Kalau ia ragu maka ia menjadi munafik. Nabi Shallallaahu alaihi wa Salam bersabda: "Siapa yang engkau temui di balik tembok (kebon) ini, yang menyaksikan bahwa tiada ilah selain Allah dengan hati yang meyakininya, maka berilah kabar gembira dengan (balasan) Surga." (HR. Al-Bukhari) Maka siapa yang hatinya tidak meyakininya, ia tidak berhak masuk Surga.
 
Syarat ketiga: Ikhlas. Yaitu membersihkan amal dari segala debu-debu syirik, dengan jalan tidak mengucapkannya karena mengingkari isi dunia, riya' atau sum'ah. Dalam hadits 'Itban, Rasulullah bersabda: "Sesungguhnya Allah mengharamkan atas Neraka orang yang mengucapkan laa ilaaha illalah karena menginginkan ridha Allah." (HR. Al-Bukhari dan Muslim)

Syarat Keempat: Shidq (jujur). Yaitu mengucapkan kalimat ini dan hatinya juga membenarkan-nya. Manakala lisannya mengucapkan, tetapi hatinya mendustakan, maka ia adalah munafik dan pendusta.
Allah Subhannahu wa Ta'ala berfirman: "Di antara manusia ada yang mengatakan: 'Kami beriman kepa-da Allah dan Hari kemudian', padahal mereka itu sesungguhnya bukan orang-orang yang beriman. Mereka hendak menipu Allah dan orang-orang yang beriman, pada hal mereka hanya menipu dirinya sendiri sedang mereka tidak sadar. Dalam hati mereka ada penyakit, lalu ditambah Allah penyakitnya; dan bagi mereka siksa yang pedih, disebabkan mereka berdusta." (Al-Baqarah: 8-10)
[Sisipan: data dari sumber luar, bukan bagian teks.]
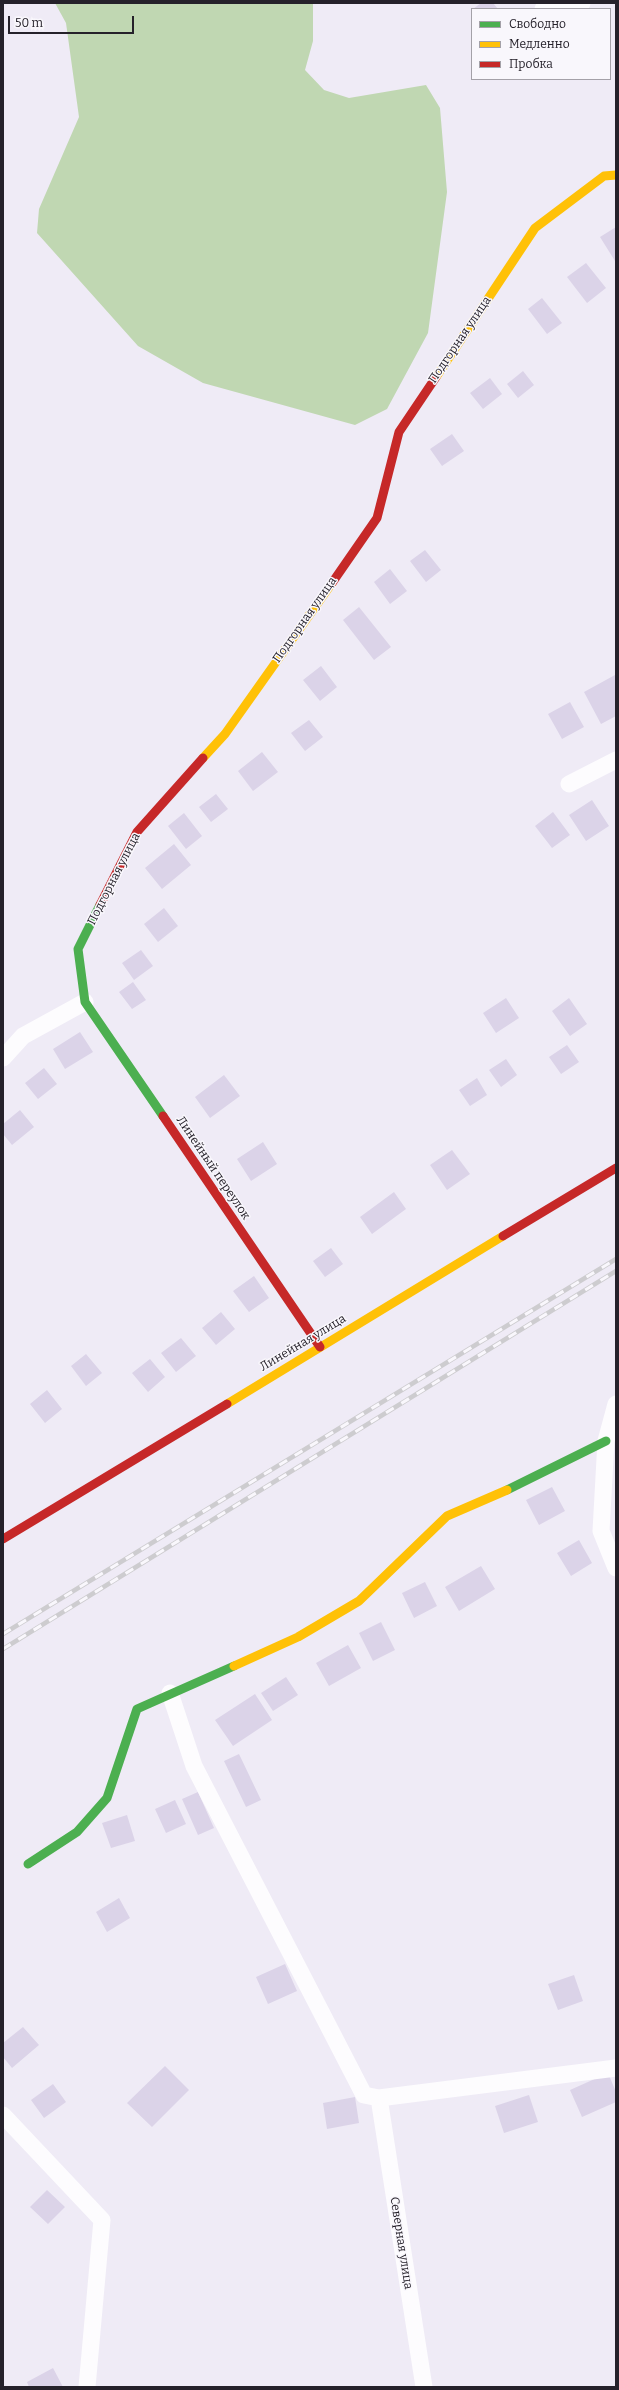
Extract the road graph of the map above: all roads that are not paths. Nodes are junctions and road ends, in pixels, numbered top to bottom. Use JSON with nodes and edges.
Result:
{"nodes":[{"id":1,"x":582,"y":3,"type":"edge"},
{"id":2,"x":550,"y":8,"type":"edge"},
{"id":3,"x":616,"y":175,"type":"edge"},
{"id":4,"x":616,"y":760,"type":"edge"},
{"id":5,"x":569,"y":784,"type":"dead end"},
{"id":6,"x":85,"y":1002,"type":"junction"},
{"id":7,"x":3,"y":1058,"type":"edge"},
{"id":8,"x":616,"y":1168,"type":"edge"},
{"id":9,"x":320,"y":1348,"type":"junction"},
{"id":10,"x":616,"y":1404,"type":"edge"},
{"id":11,"x":606,"y":1440,"type":"junction"},
{"id":12,"x":3,"y":1539,"type":"edge"},
{"id":13,"x":616,"y":1568,"type":"edge"},
{"id":14,"x":170,"y":1693,"type":"junction"},
{"id":15,"x":28,"y":1864,"type":"dead end"},
{"id":16,"x":616,"y":2068,"type":"edge"},
{"id":17,"x":379,"y":2098,"type":"junction"},
{"id":18,"x":3,"y":2115,"type":"edge"},
{"id":19,"x":87,"y":2387,"type":"edge"},
{"id":20,"x":424,"y":2387,"type":"edge"}],
"edges":[{"from":1,"to":2,"type":"street"},
{"from":3,"to":6,"type":"street","name":"Подгорная улица"},
{"from":4,"to":5,"type":"street"},
{"from":6,"to":7,"type":"street"},
{"from":6,"to":9,"type":"street","name":"Линейный переулок"},
{"from":8,"to":9,"type":"street","name":"Линейная улица"},
{"from":9,"to":12,"type":"street","name":"Линейная улица"},
{"from":10,"to":11,"type":"street"},
{"from":11,"to":13,"type":"street"},
{"from":11,"to":14,"type":"street"},
{"from":14,"to":15,"type":"street"},
{"from":14,"to":17,"type":"street"},
{"from":16,"to":17,"type":"street"},
{"from":17,"to":20,"type":"street","name":"Северная улица"},
{"from":18,"to":19,"type":"street"}]}
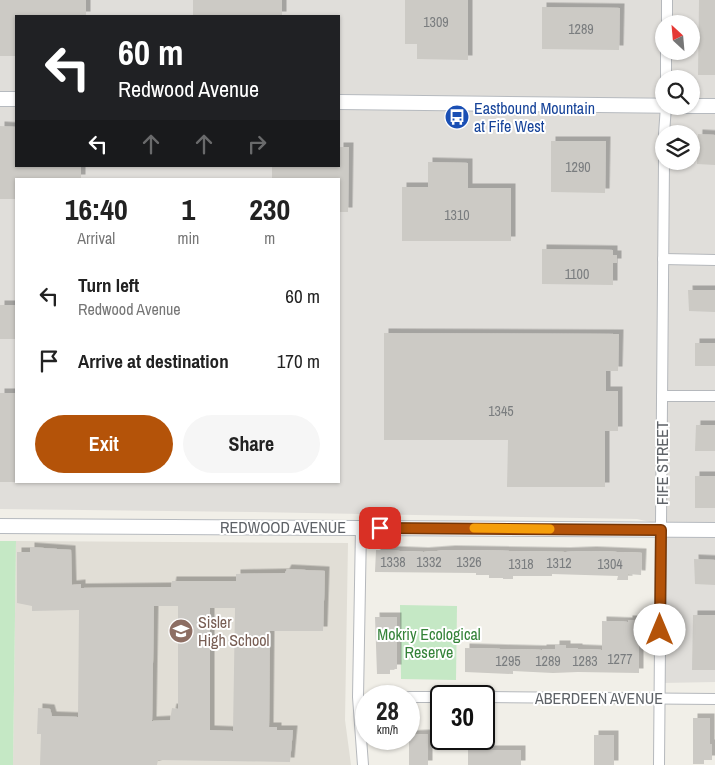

Syarat kelima: Mahabbah (kecintaan). Maksudnya mencintai kalimat ini serta isinya, juga mencintai orang-orang yang mengamalkan konsekuensinya. Allah Subhannahu wa Ta'ala berfirman: "Dan di antara manusia ada orang-orang yang menyembah tandingan-tandingan selain Allah; mereka mencintainya sebagaima-na mereka mencintai Allah. Adapun orang-orang yang beriman sangat cinta kepada Allah." (Al-Baqarah: 165). Maka ahli tauhid mencintai Allah dengan cinta yang tulus bersih. Sedangkan ahli syirik mencintai Allah dan mencintai yang lainnya. Hal ini sangat bertentangan dengan isi kandungan laa ilaaha illallah. 

Syarat keenam: Inqiyaad (Tunduk dan Patuh dengan kandungan Makna Syahadat). Allah Subhannahu wa Ta'ala berfirman: "Dan barangsiapa yang menyerahkan dirinya kepada Allah, sedang dia orang yang berbuat kebaikan, maka sesungguhnya ia telah berpegang kepada buhul tali yang kokoh." (Luqman: 22)
Al-'Urwatul-wutsqa adalah laa ilaaha illallah. Dan makna yuslim wajhahu adalah yanqadu (patuh, pasrah).


Syarat Ketujuh: Qabul (menerima). Menerima kandungan dan konsekuensi dari syahadat; menyem-bah Allah semata dan meninggalkan ibadah kepada selainNya. Siapa yang mengucapkan, tetapi tidak menerima dan menta'ati, maka ia termasuk orang-orang yang difirmankan Allah: "Sesungguhnya mereka dahulu apabila dikatakan kepada mereka: 'Laa ilaaha illallah' (Tiada Tuhan yang berhak disembah melainkan Allah) mereka menyombongkan diri. dan mereka berkata: "Apakah sesungguhnya kami harus meninggalkan sembahan-sembahan kami karena seorang penyair gila?" (Ash-Shafat: 35-36)
Ini seperti halnya penyembah kuburan dewasa ini. Mereka mengikrarkan laa ilaaha illallah, tetapi tidak mau meninggalkan penyembahan terhadap kuburan. Dengan demikian berarti mereka belum menerima makna laa ilaaha illallah.